# Figuring out and setting goals - beginner



## VelvetsAB (Aug 11, 2010)

Keep them realistic, which means keeping them small. By setting too big of a goal, you set yourself up to fail, or not accomplish it in a set matter of time. 

Right now, a realistic goal would be to figure out posting and steering at the same time. Once you have that down pat, master the canter. 

Local shows don't always follow USEF rules, so don't worry about that for now.
_Posted via Mobile Device_


----------



## sparrowrider (Oct 18, 2011)

Thanks! That's a good idea. I just like to have a larger goal in mind and then write down the smaller, measurable steps to get there, if that makes sense.


----------



## MyBoyPuck (Mar 27, 2009)

Maybe start with the end goal, and then breaking down the parts needed to get there. 

Goal: Want to jump
1. Learn to post and steer
2. Be able to W/T/C in good balance
3. Be able to trot & canter in half seat
4. Ground work over poles
5. Jump

There's obviously more in there, and you'll pick up some things more quickly than others, but you get the idea. Every part of riding involves building on some other skill. If you tell your instructor what you ultimately want to do, he or she should be able to develop you a way to get there in steps. Have fun and welcome back to riding.


----------



## tinyliny (Oct 31, 2009)

I like the thought of keeping goals small. AND being open to whatever comes to you lesson by lesson. You might go along great for a few weeks, then something comes up that is a stumbling block, and you will need to back down a bit and deal with what is in front of you. Or, the horse has some behavioral problems one day, so your lesson is how to motivate a stubborn horse (or whatever). Be flexible and be open. Be observant of yourself and the horse. The less you are looking ahead, the more you will see what is here and now, and riding is very much a thing of the here and now. 

However, a nice one year goal would be to do an Intro Level show next Spring. That's just walk trot, but if it's at another locale, you'll be challenged with riding a horse that might be afraid of a new setting, stage fright and all the rest that goes with showing. I think that would be a great goal for next Spring.

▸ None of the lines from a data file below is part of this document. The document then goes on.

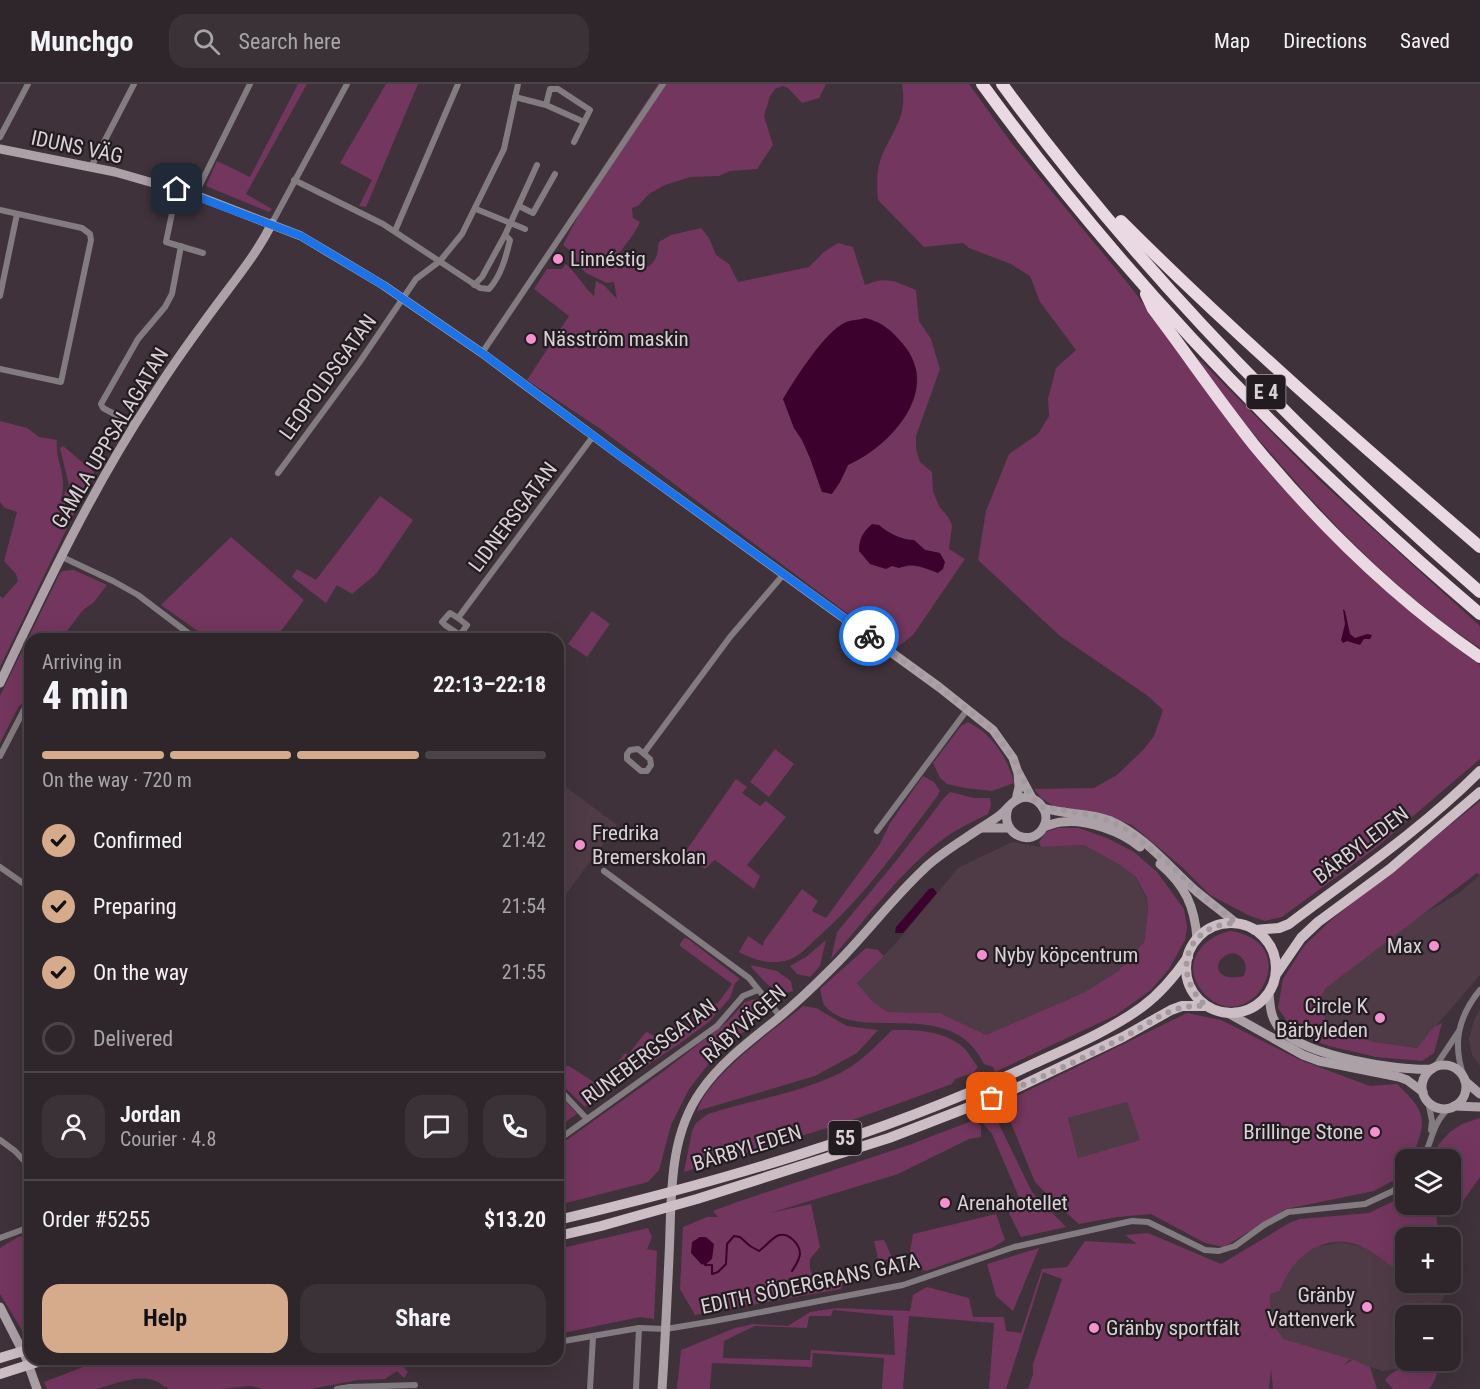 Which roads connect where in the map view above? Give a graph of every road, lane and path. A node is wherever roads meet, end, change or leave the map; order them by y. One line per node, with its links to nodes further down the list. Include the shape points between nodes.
1 (28, 84): 13 (street)
2 (134, 84): 17 (street)
3 (347, 84): 20 (street)
4 (458, 84): 30 (street)
5 (518, 84): 10 (street, LEOPOLDSGATAN)
6 (663, 84): 39 (street)
7 (982, 84): 35 (highway, E 4)
8 (1002, 84): 18 (highway, E 4)
9 (248, 85): 22 (street)
10 (515, 97): 11 (street); 24 (street, LEOPOLDSGATAN, via 504,149)
11 (546, 105): 12 (street); 12 (street, via 550,89 558,89 590,110)
12 (584, 122): 14 (street)
13 (0, 137)
14 (574, 142)
15 (0, 149): 17 (main road, IDUNS VÄG)
16 (537, 165): 23 (street)
17 (91, 167): 21 (main road, IDUNS VÄG)
18 (1072, 173): 44 (highway, via 1254,348); 47 (highway, E 4, via 1153,270 1272,398 1365,489)
19 (555, 174): 23 (street, via 534,213)
20 (294, 180): 27 (street); 30 (street)
21 (177, 189): 22 (main road, IDUNS VÄG); 32 (street, via 166,242)
22 (195, 195): 27 (main road, IDUNS VÄG)
23 (519, 206): 28 (street)
24 (476, 209): 28 (street); 34 (street, LEOPOLDSGATAN)
25 (0, 210): 26 (street)
26 (17, 214): 37 (street); 40 (street, via 82,228 90,234 61,382)
27 (272, 223): 38 (main road, IDUNS VÄG, via 336,256); 41 (main road, GAMLA UPPSALAGATAN)
28 (510, 223): 29 (street); 31 (street)
29 (525, 230)
30 (395, 231): 34 (street)
31 (505, 236): 36 (street); 36 (street, via 510,240 494,283 489,289)
32 (181, 246): 33 (street); 41 (street, via 172,294 138,339 101,404)
33 (203, 253)
34 (440, 261): 36 (street); 38 (street, LEOPOLDSGATAN, via 416,279)
35 (1138, 280): 48 (highway, E 4, via 1300,450); 51 (highway, via 1153,309 1253,443 1326,527 1396,593)
36 (474, 285)
37 (0, 296)
38 (402, 298): 39 (main road, IDUNS VÄG); 43 (street, LEOPOLDSGATAN)
39 (482, 353): 42 (main road, IDUNS VÄG)
40 (0, 369)
41 (135, 425): 45 (main road, GAMLA UPPSALAGATAN)
42 (594, 435): 46 (main road, IDUNS VÄG); 49 (street, LIDNERSGATAN)
43 (278, 473)
44 (1480, 547)
45 (60, 556): 50 (street, via 138,595); 52 (main road, GAMLA UPPSALAGATAN)
46 (783, 575): 54 (main road, IDUNS VÄG); 55 (street, via 730,637)
47 (1480, 592)
48 (1480, 614)
49 (458, 618)
50 (188, 633)
51 (1480, 657)
52 (0, 683)
53 (24, 710): 56 (street)
54 (967, 710): 58 (main road, IDUNS VÄG, via 993,730 1013,758); 67 (street)
55 (644, 753)
56 (0, 756)
57 (1480, 771): 72 (main road, BÄRBYLEDEN, via 1381,857 1289,924)
58 (1018, 773): 60 (main road); 61 (main road, IDUNS VÄG)
59 (1480, 792): 75 (main road, BÄRBYLEDEN, via 1398,862 1318,922)
60 (1032, 798): 61 (main road); 62 (main road)
61 (1016, 800): 63 (main road)
62 (1043, 807): 64 (main road); 71 (main road, via 1091,815 1128,830)
63 (1008, 808): 65 (main road, RÅBYVÄGEN); 66 (main road)
64 (1044, 827): 66 (main road, via 1029,837 1020,837); 73 (main road, via 1081,822 1136,843 1167,870 1185,894 1192,906)
65 (982, 828): 66 (main road); 81 (main road, RÅBYVÄGEN, via 923,870)
66 (1009, 828)
67 (877, 831)
68 (0, 867): 70 (street)
69 (604, 871): 76 (street, via 749,978)
70 (24, 884)
71 (1236, 923): 72 (main road); 73 (main road, via 1214,926)
72 (1255, 930): 75 (main road, via 1272,948)
73 (1197, 939): 74 (main road)
74 (1188, 957): 79 (main road, via 1189,984); 98 (main road, BÄRBYLEDEN / 55, via 1143,1007 1006,1077 791,1156)
75 (1276, 973): 78 (main road)
76 (758, 990): 81 (street); 91 (street, RUNEBERGSGATAN, via 743,996 717,1026)
77 (1480, 990): 82 (street, via 1469,1004)
78 (1269, 993): 80 (main road, via 1252,1009); 83 (main road, via 1277,1026 1296,1041 1380,1065)
79 (1206, 1006): 80 (main road); 100 (main road, BÄRBYLEDEN / 55, via 1182,1006 1008,1092 889,1138 698,1199)
80 (1228, 1013): 85 (main road, via 1303,1055 1407,1080)
81 (780, 1017): 104 (main road, RÅBYVÄGEN, via 727,1060 701,1091 684,1123 675,1157)
82 (1459, 1031): 83 (street); 84 (street, via 1458,1062)
83 (1434, 1068): 84 (main road, via 1452,1066); 85 (main road, via 1424,1079)
84 (1464, 1079): 87 (main road); 89 (main road, via 1463,1098)
85 (1423, 1092): 88 (main road)
86 (564, 1094): 91 (street)
87 (1480, 1094)
88 (1428, 1101): 89 (main road, via 1436,1107); 93 (street)
89 (1452, 1107): 90 (main road); 93 (street, via 1437,1122)
90 (1480, 1107)
91 (587, 1119): 92 (street, RUNEBERGSGATAN)
92 (564, 1136)
93 (1431, 1139): 95 (street)
94 (0, 1140): 96 (street)
95 (1428, 1149)
96 (24, 1161)
97 (1395, 1189): 104 (street, EDITH SÖDERGRANS GATA, via 1365,1204 1288,1212 1226,1250 1205,1250 1148,1222 1132,1221 1014,1247 903,1285)
98 (564, 1218)
99 (24, 1229): 101 (street)
100 (564, 1234)
101 (0, 1240)
102 (0, 1307): 109 (main road)
103 (639, 1328): 104 (street, EDITH SÖDERGRANS GATA); 105 (street, EDITH SÖDERGRANS GATA); 117 (street)
104 (662, 1328): 118 (main road, RÅBYVÄGEN)
105 (593, 1336): 106 (street, EDITH SÖDERGRANS GATA); 116 (street)
106 (564, 1341)
107 (24, 1351): 108 (main road)
108 (0, 1358)
109 (24, 1358)
110 (27, 1365): 114 (main road)
111 (28, 1365): 112 (main road)
112 (0, 1374)
113 (415, 1384): 115 (street)
114 (37, 1389)
115 (337, 1389)
116 (590, 1389)
117 (636, 1389)
118 (662, 1389)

Good Luck. Take videos and share them with us!


----------



## sparrowrider (Oct 18, 2011)

Thanks!

Tinyliny, that is pretty much exactly what I was wondering but didn't ask very well, I guess :lol: -- what's a good intro to showing? An intro level walk/trot seems like something I could really work towards.

I'll try to get someone to take a video. :lol: Sharing... I dunno!


----------



## tinyliny (Oct 31, 2009)

Great sparrow! YOu will be glad you get videos now because in a year you will have forgotten how hard it was to post when you first started.

I remember when I first started and I had to ride my lease mare a mile to the arena for a lesson. we would trot much of the way and I was all over the place. I would worry that I was going to fall off before I even got to my lesson. Posting required me to actually "think" about it, every step of the way.

Now, I can post without much "thinking" at all. And, for the most part, I can post fairly effortlessly for long periods of time. It is very natural to me now. I so wish I had a video! But I do not.


----------



## nicnacnoo (Sep 8, 2011)

I too have just restarted after about 15 yrs out of the saddle (37 yrs old now) but i too go to a weekly lesson and the rising trot has me stumped lol, riding is deffo not like riding a bike lol. One thing i did find helped was taking my stirupps up another notch.

Although last night my lesson went really well, i felt so comfortable and it all seemed to flow well, that is right up to the end when we do a few cross poles, he decided to refuse a few times, but i managed it in the end. 
I think i need to go more than once a week, an hour just is not long enough for me.

Riding is so exhausting to be yet so relaxing, i stayed and watched the show jumping after my class, i find it very helpful to watch the more experienced riders and their positioning.

I do have more fear though even just on cross poles, children bounce - adults break lol


----------



## Cinder (Feb 20, 2011)

A good goal for you for the end of the year would be probably be to jump very small cross-rails or verticals at a trot. However, you may be farther along or not as far as that by the end of the year, and both are ok. Like others have said, remember to keep your mind open and if you feel like you are stuck on something don't get discouraged. It took me a few months to get my posting right! :lol:

Now, my instructor has a mental list she keeps of things you have to do before you move up to certain things. Here's the one she has for moving up to cantering:
*Be able to walk with and without stirrups
*Stand up in stirrups at the walk and trot'
*Two-point at the walk and trot
*Post on the correct diagonal
*Circle at the trot
*Change directions when trotting
*Be able to post with and without stirrups
*Be able to sit the trot with and without stirrups
*Be able to extend the trot

And there's the unsaid things: Can you do all this with a decent posture? Can you control more advanced horses while doing these things? Etc. 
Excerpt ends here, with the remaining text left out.